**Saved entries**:

....

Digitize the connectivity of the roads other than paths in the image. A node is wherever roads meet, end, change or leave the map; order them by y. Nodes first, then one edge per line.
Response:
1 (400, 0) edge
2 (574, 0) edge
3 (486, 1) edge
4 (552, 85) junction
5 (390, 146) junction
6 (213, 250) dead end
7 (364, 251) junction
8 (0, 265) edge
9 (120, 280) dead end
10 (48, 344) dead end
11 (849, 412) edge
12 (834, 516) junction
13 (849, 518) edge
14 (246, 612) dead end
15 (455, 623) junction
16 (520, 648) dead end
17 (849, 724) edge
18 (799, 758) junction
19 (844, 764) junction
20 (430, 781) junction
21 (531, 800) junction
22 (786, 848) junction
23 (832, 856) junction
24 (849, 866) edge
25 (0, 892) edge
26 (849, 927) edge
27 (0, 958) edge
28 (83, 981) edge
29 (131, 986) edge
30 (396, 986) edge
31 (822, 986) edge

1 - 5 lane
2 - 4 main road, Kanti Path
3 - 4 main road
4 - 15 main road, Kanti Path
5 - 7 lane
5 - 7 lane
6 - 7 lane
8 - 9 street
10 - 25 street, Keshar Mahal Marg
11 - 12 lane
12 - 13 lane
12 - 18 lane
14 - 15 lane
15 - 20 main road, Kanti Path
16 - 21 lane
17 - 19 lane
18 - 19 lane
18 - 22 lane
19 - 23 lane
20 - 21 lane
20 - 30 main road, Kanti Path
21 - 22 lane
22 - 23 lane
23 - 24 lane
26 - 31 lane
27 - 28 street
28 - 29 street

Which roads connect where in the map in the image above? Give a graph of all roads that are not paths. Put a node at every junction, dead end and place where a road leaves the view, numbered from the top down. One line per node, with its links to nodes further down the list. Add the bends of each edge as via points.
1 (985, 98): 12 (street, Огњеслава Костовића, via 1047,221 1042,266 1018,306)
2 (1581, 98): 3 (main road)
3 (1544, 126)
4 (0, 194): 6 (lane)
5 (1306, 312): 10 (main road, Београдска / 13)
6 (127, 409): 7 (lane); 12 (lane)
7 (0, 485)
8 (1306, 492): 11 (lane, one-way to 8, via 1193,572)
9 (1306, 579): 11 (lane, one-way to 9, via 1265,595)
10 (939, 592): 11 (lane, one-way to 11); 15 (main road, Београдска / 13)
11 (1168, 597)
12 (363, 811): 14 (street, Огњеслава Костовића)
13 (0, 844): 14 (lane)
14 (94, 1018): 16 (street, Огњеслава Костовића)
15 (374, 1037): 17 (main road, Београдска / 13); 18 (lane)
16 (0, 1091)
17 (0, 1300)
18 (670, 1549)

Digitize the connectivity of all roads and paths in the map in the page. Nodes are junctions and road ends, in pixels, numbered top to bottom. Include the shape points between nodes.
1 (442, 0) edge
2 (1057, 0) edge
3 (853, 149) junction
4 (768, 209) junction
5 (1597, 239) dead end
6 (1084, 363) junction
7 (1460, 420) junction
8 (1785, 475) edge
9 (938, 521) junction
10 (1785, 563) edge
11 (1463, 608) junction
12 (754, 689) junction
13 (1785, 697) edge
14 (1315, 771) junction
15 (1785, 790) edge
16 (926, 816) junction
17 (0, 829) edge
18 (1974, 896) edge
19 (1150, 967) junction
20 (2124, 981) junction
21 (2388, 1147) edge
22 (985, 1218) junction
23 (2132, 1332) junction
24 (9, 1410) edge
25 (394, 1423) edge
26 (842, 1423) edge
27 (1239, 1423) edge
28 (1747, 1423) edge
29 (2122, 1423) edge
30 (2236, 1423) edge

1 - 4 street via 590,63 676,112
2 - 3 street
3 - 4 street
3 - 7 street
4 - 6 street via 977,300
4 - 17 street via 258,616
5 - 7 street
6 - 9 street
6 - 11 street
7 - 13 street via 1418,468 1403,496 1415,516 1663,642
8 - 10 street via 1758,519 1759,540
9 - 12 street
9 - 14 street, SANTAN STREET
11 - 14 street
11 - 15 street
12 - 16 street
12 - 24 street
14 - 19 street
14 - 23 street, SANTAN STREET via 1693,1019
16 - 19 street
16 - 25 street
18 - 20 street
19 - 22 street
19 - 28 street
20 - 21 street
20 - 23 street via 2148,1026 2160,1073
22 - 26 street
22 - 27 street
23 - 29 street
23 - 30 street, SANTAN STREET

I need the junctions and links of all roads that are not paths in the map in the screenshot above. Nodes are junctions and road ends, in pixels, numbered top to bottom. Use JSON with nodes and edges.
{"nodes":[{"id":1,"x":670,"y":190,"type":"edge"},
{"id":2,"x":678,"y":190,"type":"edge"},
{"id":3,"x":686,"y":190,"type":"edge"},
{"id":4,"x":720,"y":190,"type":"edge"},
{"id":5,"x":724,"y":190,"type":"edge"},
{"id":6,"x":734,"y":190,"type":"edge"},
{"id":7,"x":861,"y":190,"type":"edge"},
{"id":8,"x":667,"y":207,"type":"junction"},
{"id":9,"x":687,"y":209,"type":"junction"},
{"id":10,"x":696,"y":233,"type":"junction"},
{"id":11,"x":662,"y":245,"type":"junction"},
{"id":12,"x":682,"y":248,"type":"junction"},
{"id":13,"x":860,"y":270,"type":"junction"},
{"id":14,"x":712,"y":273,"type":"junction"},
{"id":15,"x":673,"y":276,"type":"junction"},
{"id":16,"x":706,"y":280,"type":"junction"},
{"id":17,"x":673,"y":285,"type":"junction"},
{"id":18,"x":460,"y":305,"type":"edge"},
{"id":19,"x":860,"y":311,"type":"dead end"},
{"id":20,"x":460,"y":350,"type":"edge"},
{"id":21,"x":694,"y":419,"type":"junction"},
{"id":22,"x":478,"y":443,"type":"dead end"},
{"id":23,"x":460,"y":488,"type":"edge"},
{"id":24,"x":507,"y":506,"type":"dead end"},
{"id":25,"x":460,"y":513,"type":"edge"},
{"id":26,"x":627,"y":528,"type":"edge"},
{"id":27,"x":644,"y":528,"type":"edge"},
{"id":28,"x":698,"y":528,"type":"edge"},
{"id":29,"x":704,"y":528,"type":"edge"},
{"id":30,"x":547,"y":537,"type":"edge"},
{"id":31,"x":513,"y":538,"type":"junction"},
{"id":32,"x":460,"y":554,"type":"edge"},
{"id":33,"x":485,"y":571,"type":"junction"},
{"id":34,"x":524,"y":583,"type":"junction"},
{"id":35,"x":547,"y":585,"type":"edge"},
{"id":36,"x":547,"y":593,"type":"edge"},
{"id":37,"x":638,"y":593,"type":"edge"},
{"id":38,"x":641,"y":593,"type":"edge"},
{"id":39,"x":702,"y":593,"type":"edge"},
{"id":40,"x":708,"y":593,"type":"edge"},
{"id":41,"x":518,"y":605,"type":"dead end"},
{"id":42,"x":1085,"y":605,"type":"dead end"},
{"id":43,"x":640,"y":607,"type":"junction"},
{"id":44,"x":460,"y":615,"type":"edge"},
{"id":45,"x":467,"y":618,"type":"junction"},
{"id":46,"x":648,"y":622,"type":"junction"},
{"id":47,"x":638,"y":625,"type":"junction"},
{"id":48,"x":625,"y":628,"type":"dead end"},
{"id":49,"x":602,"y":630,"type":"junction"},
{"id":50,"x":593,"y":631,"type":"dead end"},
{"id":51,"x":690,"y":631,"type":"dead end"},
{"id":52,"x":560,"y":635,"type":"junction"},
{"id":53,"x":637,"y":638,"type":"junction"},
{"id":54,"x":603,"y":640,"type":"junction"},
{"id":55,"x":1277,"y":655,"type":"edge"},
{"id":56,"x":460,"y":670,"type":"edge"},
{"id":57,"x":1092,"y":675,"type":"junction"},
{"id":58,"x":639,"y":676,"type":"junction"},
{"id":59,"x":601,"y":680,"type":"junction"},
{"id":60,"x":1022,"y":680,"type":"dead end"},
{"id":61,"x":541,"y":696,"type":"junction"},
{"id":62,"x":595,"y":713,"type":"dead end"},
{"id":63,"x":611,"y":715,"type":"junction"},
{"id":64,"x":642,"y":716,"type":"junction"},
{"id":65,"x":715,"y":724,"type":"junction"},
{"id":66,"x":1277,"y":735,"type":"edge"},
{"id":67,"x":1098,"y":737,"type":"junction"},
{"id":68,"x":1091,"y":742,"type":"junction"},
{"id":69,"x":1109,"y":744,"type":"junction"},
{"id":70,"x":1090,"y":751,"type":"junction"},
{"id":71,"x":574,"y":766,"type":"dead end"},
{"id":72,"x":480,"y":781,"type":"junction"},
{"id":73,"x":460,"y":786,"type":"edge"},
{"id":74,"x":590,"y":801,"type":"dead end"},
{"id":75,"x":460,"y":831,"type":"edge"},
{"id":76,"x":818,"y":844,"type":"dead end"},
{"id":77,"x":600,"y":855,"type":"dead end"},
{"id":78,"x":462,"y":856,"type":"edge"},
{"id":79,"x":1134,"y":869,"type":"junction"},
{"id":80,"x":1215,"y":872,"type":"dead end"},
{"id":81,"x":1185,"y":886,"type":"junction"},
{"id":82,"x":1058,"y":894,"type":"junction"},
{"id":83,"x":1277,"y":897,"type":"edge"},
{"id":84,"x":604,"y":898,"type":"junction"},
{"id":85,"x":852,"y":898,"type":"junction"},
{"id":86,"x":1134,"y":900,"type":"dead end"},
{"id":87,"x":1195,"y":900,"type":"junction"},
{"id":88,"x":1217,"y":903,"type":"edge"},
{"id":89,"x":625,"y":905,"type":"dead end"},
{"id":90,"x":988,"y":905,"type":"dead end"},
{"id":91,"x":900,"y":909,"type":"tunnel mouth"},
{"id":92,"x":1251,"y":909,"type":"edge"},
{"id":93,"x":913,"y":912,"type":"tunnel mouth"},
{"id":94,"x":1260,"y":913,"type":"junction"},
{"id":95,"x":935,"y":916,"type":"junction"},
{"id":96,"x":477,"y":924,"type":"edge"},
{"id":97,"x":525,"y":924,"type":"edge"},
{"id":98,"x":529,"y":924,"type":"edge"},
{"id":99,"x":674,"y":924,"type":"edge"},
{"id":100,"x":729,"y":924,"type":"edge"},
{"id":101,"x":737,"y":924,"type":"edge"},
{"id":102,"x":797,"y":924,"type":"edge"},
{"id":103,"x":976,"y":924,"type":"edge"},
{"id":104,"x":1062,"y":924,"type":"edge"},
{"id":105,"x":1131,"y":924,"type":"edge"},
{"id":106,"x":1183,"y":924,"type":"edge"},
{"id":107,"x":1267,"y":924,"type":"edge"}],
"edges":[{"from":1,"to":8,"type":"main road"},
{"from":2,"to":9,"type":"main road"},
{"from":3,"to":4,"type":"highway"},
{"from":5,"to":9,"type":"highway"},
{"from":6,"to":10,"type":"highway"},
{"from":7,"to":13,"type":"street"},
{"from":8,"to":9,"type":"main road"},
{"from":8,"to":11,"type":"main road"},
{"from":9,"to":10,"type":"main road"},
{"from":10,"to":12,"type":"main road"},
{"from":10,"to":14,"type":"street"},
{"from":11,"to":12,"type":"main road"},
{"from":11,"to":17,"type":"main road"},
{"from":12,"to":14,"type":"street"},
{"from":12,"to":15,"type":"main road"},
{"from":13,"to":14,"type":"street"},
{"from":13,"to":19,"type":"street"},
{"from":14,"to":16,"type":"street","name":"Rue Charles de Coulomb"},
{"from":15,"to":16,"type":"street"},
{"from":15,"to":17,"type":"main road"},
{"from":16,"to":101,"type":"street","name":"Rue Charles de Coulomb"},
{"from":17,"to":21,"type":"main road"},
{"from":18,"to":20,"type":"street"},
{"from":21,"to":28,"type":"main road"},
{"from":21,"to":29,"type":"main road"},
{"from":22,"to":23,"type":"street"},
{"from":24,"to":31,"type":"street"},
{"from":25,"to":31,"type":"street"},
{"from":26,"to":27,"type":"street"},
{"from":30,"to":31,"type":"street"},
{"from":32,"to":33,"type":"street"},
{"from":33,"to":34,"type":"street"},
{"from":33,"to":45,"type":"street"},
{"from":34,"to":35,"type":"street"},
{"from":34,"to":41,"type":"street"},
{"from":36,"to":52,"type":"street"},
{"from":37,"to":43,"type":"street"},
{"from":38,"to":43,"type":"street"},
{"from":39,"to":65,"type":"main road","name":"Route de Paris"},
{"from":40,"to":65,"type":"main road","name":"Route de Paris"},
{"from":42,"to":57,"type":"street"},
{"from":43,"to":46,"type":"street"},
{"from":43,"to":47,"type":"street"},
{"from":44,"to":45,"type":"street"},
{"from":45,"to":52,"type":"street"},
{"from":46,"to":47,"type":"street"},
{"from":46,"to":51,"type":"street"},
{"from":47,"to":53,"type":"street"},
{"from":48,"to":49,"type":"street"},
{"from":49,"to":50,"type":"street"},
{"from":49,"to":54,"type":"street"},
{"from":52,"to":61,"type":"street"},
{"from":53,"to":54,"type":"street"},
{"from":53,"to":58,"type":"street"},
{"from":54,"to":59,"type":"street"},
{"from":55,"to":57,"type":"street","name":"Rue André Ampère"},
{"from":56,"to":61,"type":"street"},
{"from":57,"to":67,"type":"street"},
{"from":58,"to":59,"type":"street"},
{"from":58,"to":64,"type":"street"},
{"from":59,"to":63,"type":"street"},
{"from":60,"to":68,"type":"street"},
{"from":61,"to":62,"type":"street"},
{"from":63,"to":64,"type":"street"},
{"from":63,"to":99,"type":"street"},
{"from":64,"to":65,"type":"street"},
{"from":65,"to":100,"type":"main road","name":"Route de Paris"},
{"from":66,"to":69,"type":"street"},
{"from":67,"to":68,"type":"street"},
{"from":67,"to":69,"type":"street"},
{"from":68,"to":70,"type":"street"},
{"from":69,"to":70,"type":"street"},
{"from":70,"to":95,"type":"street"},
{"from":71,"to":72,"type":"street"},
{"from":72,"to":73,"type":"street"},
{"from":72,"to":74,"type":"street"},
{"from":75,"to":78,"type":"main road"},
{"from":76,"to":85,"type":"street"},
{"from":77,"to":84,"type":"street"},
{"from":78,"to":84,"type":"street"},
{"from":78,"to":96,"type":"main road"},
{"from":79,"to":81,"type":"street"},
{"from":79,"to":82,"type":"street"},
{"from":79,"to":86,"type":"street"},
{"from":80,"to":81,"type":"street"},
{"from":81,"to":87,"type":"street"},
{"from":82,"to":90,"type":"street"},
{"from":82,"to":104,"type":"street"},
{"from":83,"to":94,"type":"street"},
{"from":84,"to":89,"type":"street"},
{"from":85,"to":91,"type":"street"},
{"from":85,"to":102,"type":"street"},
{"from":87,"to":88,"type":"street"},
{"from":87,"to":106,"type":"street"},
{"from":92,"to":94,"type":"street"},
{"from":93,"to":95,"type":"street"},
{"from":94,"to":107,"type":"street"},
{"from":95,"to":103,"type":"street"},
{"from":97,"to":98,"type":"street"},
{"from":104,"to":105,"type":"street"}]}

....

Each line above that has the word "name" must be copied.

{"from":14,"to":16,"type":"street","name":"Rue Charles de Coulomb"},
{"from":16,"to":101,"type":"street","name":"Rue Charles de Coulomb"},
{"from":39,"to":65,"type":"main road","name":"Route de Paris"},
{"from":40,"to":65,"type":"main road","name":"Route de Paris"},
{"from":55,"to":57,"type":"street","name":"Rue André Ampère"},
{"from":65,"to":100,"type":"main road","name":"Route de Paris"},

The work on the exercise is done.